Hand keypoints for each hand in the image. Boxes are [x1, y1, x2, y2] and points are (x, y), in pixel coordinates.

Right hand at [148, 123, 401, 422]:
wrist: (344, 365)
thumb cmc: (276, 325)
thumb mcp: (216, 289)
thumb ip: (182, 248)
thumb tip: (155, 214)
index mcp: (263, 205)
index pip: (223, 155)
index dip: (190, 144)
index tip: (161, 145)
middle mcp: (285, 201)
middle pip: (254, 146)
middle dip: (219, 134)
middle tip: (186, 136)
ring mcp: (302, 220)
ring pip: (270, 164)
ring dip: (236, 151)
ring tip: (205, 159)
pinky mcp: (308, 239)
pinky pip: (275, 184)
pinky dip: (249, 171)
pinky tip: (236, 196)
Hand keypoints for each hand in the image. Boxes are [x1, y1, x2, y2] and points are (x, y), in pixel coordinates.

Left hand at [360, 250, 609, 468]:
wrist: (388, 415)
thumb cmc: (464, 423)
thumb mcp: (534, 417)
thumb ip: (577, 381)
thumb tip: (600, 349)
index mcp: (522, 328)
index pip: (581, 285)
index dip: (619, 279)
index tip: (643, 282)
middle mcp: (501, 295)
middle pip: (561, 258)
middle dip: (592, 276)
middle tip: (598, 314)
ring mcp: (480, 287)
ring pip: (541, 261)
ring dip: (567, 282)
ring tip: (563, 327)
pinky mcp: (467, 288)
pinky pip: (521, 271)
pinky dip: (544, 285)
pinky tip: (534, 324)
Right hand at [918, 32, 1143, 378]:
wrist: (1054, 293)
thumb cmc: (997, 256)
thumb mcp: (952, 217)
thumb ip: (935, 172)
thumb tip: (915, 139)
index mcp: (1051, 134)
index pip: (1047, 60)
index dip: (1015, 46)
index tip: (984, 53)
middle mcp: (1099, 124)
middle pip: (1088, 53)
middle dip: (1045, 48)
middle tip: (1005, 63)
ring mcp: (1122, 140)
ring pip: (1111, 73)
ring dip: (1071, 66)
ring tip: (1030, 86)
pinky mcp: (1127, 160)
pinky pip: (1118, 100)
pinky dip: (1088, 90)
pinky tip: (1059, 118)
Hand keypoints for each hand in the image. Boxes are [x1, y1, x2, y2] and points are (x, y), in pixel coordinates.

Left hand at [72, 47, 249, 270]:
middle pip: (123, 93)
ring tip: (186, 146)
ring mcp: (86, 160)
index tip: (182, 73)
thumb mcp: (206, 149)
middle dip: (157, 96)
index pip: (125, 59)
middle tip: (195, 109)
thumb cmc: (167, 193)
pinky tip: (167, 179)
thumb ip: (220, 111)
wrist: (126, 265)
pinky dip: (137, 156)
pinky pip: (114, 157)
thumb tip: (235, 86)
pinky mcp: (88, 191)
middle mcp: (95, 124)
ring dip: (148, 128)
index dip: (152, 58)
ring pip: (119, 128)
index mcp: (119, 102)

——

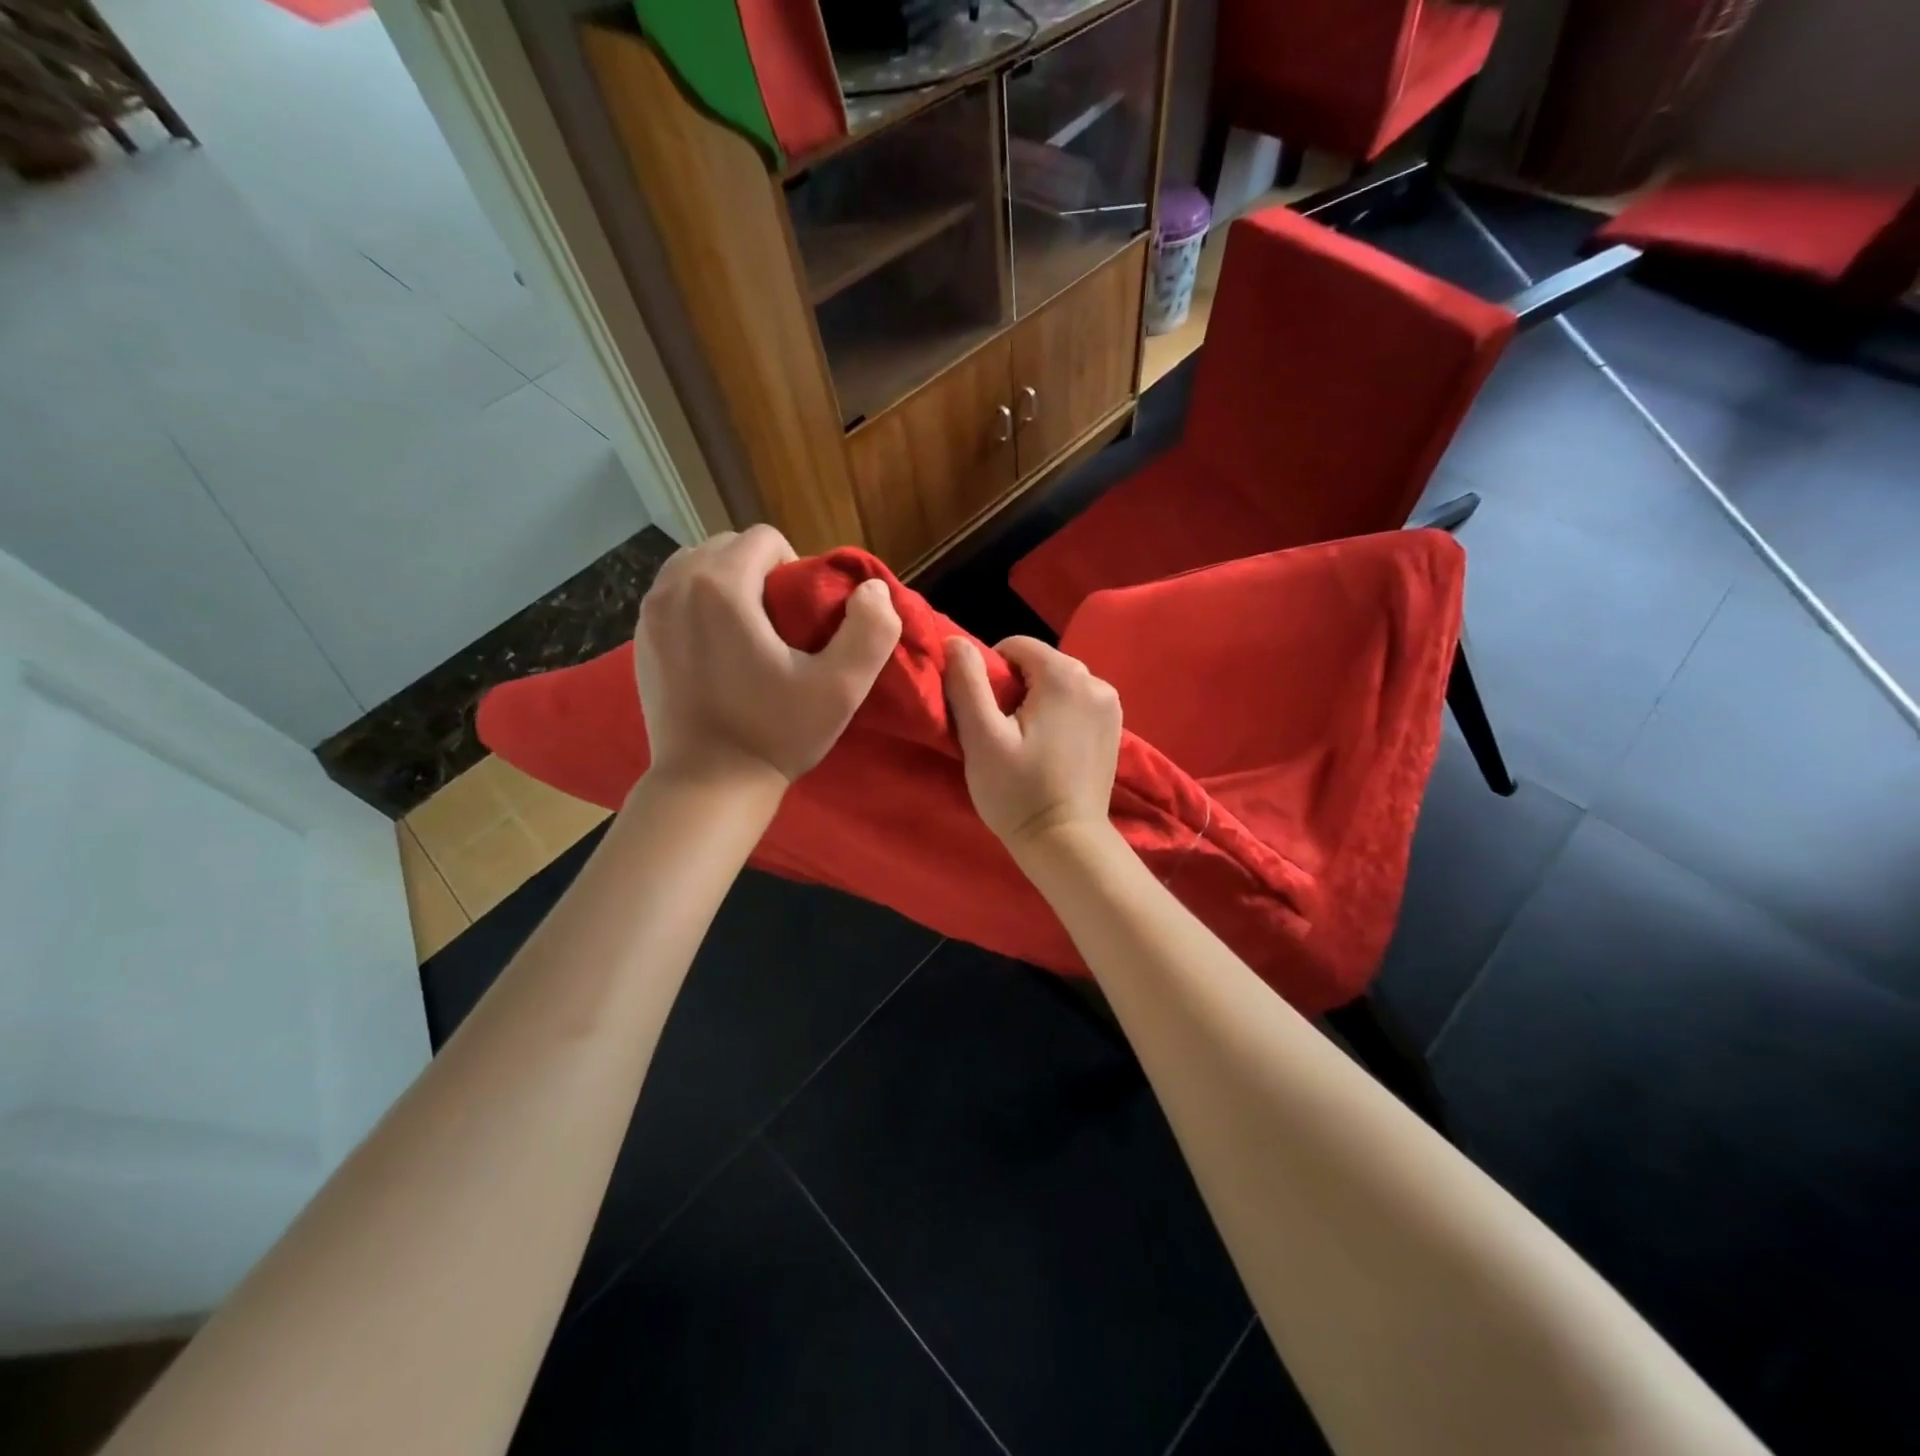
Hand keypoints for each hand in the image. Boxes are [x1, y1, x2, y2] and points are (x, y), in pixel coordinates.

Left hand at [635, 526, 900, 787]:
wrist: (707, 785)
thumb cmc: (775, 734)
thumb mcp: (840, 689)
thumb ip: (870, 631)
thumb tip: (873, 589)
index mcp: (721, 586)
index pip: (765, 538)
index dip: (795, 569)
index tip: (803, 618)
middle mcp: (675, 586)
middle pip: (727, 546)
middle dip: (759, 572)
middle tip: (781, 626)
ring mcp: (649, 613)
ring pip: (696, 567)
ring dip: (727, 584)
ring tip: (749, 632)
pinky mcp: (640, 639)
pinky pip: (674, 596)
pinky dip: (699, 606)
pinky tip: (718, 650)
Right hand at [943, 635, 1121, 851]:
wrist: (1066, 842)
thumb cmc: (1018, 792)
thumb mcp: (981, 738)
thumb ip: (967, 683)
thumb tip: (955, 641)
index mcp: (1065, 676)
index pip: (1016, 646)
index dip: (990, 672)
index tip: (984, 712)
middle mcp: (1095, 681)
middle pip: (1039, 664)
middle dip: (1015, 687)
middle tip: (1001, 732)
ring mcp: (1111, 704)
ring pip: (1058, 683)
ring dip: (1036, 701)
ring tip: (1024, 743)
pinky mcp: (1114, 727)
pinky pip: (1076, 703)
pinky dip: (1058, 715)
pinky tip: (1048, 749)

——

(Task) Above are the entries. Quote exactly the lines from the one bearing "index dip: (1015, 46)" through the one bearing "thumb cmc: (167, 193)".

(Written response)
index dip: (1015, 46)
index tip: (984, 53)
middle mcp: (1099, 124)
middle pip: (1088, 53)
middle dip: (1045, 48)
middle tip: (1005, 63)
ring mcp: (1122, 140)
ring pip: (1111, 73)
ring dip: (1071, 66)
ring tip: (1030, 86)
pinky mcp: (1127, 160)
pinky pip: (1118, 100)
pinky dip: (1088, 90)
pinky tip: (1059, 118)
Hand keypoints for each hand in the image. Boxes are [x1, y1, x2, y2] and points are (x, y), in pixel coordinates.

Left hand at [72, 47, 249, 270]:
middle pip: (123, 93)
ring tip: (186, 146)
ring mcp: (86, 160)
index tip: (182, 73)
thumb mcp: (206, 149)
middle dip: (157, 96)
index pip: (125, 59)
middle tip: (195, 109)
thumb cmc: (167, 193)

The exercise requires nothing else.